YOUR ASSIGNMENT
The result should be the listing below, restated exactly, with its pictures left out.

RECORDS FOR THIS TASK

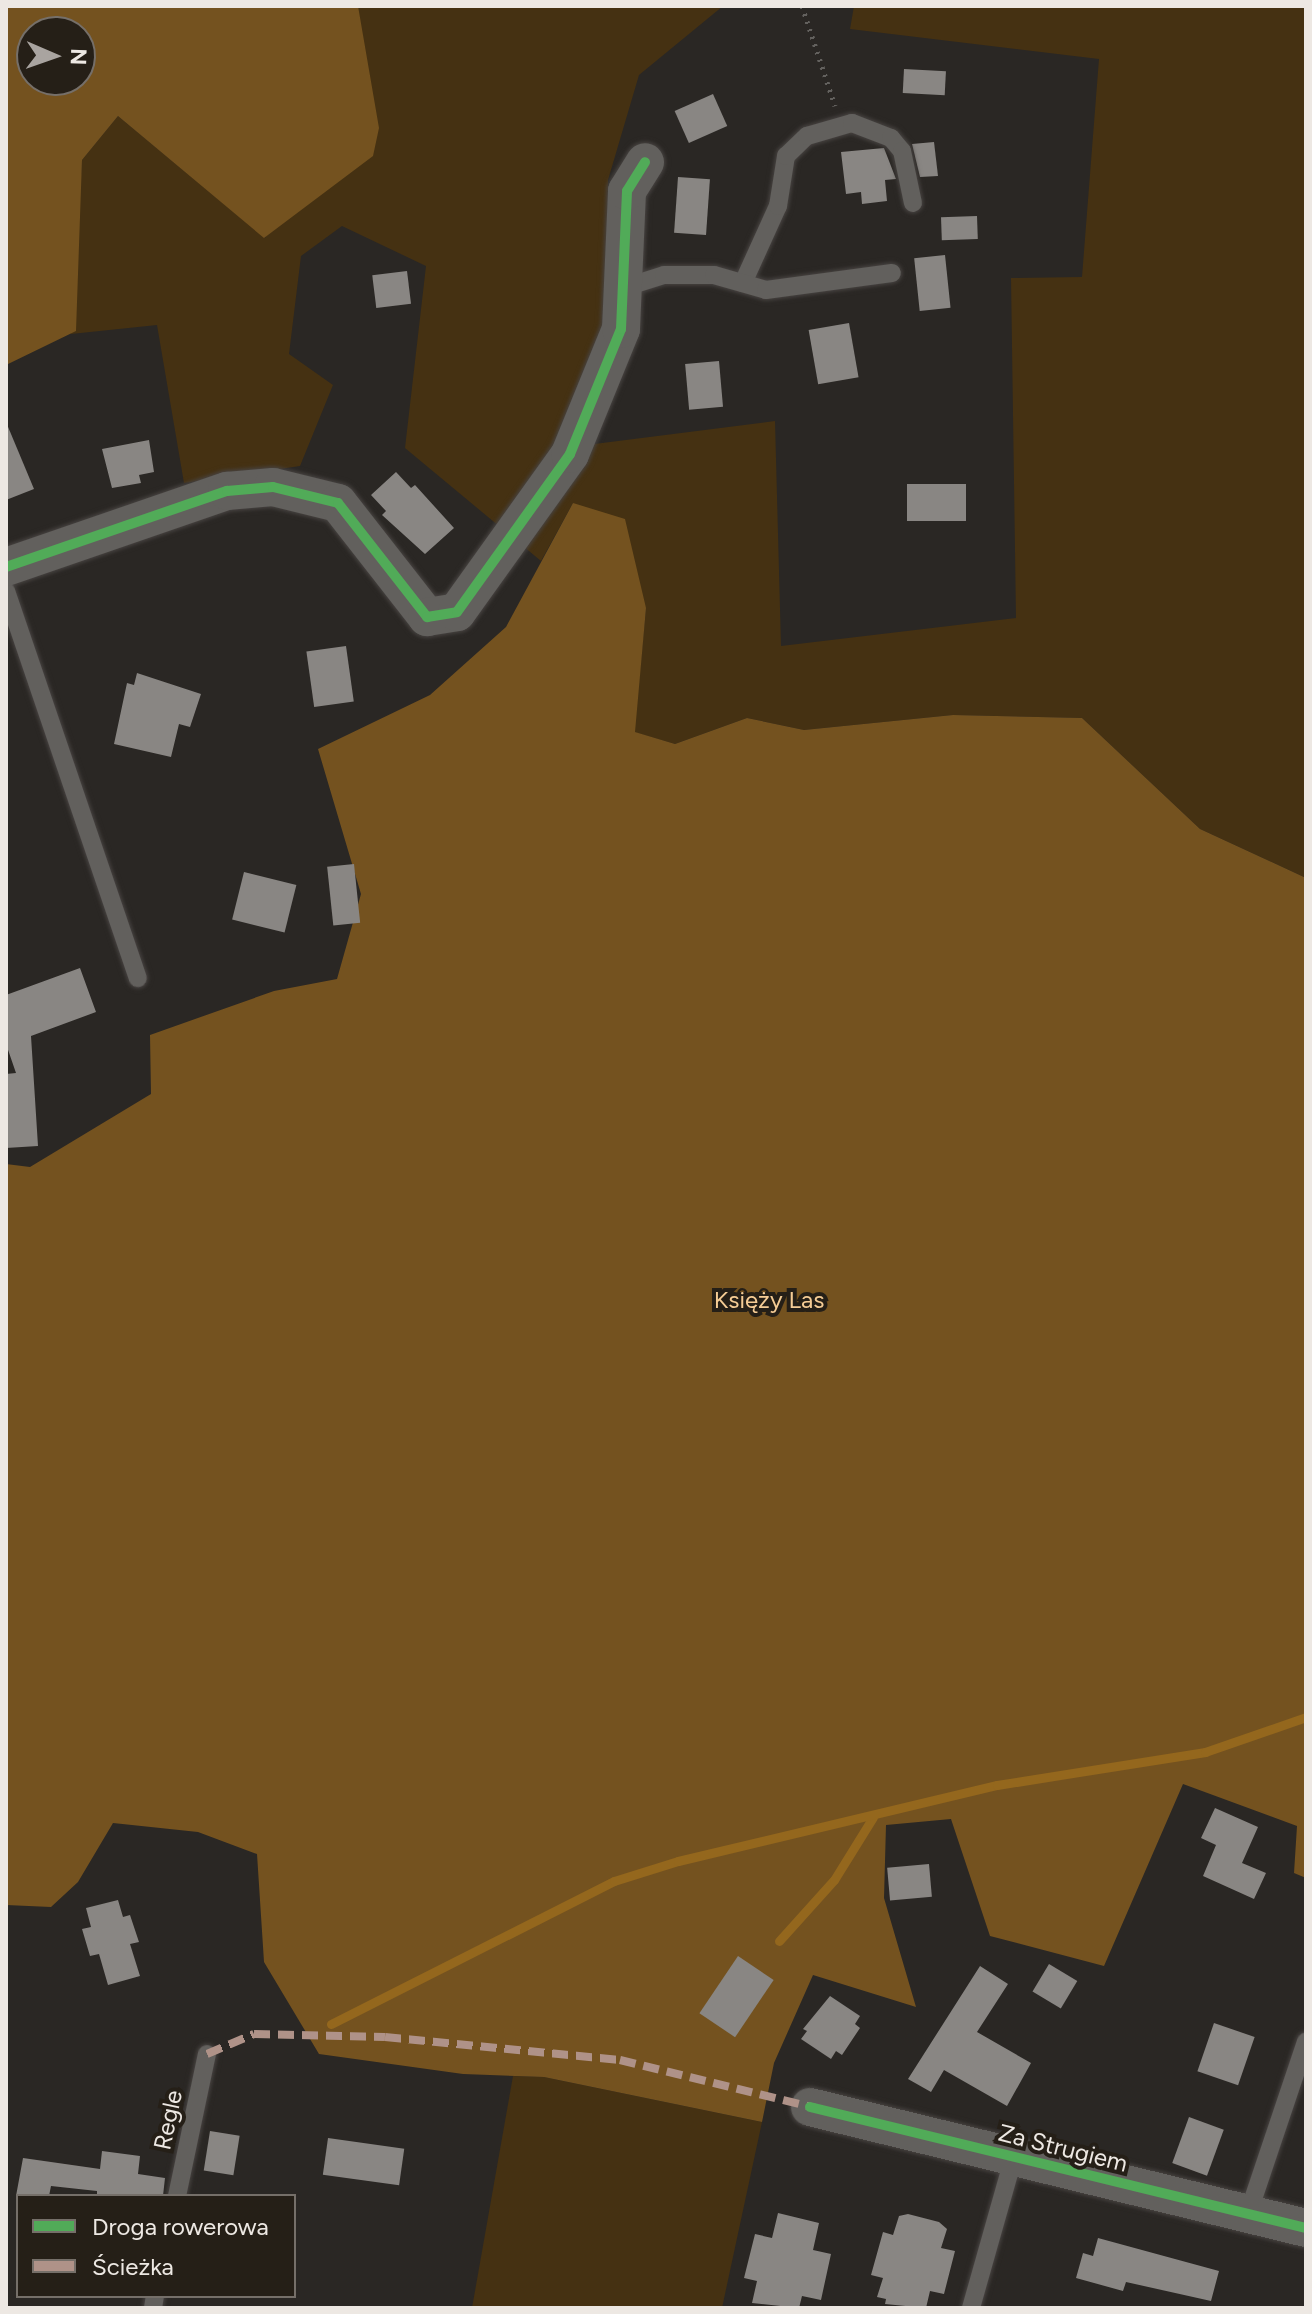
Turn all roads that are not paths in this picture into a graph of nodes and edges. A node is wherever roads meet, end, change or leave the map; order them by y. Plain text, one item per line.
1 (645, 162) dead end
2 (913, 203) dead end
3 (892, 273) dead end
4 (743, 283) junction
5 (623, 288) junction
6 (6, 567) edge
7 (6, 591) edge
8 (138, 978) dead end
9 (1306, 2042) edge
10 (207, 2054) dead end
11 (810, 2107) dead end
12 (1014, 2156) junction
13 (177, 2194) edge
14 (1248, 2214) junction
15 (1306, 2228) edge
16 (971, 2308) edge

1 - 5 street
2 - 4 lane
3 - 4 lane
4 - 5 lane
5 - 6 street
7 - 8 lane
9 - 14 lane
10 - 13 lane, Regle
11 - 12 street, Za Strugiem
12 - 14 street, Za Strugiem
12 - 16 lane
14 - 15 street, Za Strugiem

RESPONSE AREA
Turn all roads that are not paths in this picture into a graph of nodes and edges. A node is wherever roads meet, end, change or leave the map; order them by y. Plain text, one item per line.
1 (645, 162) dead end
2 (913, 203) dead end
3 (892, 273) dead end
4 (743, 283) junction
5 (623, 288) junction
6 (6, 567) edge
7 (6, 591) edge
8 (138, 978) dead end
9 (1306, 2042) edge
10 (207, 2054) dead end
11 (810, 2107) dead end
12 (1014, 2156) junction
13 (177, 2194) edge
14 (1248, 2214) junction
15 (1306, 2228) edge
16 (971, 2308) edge

1 - 5 street
2 - 4 lane
3 - 4 lane
4 - 5 lane
5 - 6 street
7 - 8 lane
9 - 14 lane
10 - 13 lane, Regle
11 - 12 street, Za Strugiem
12 - 14 street, Za Strugiem
12 - 16 lane
14 - 15 street, Za Strugiem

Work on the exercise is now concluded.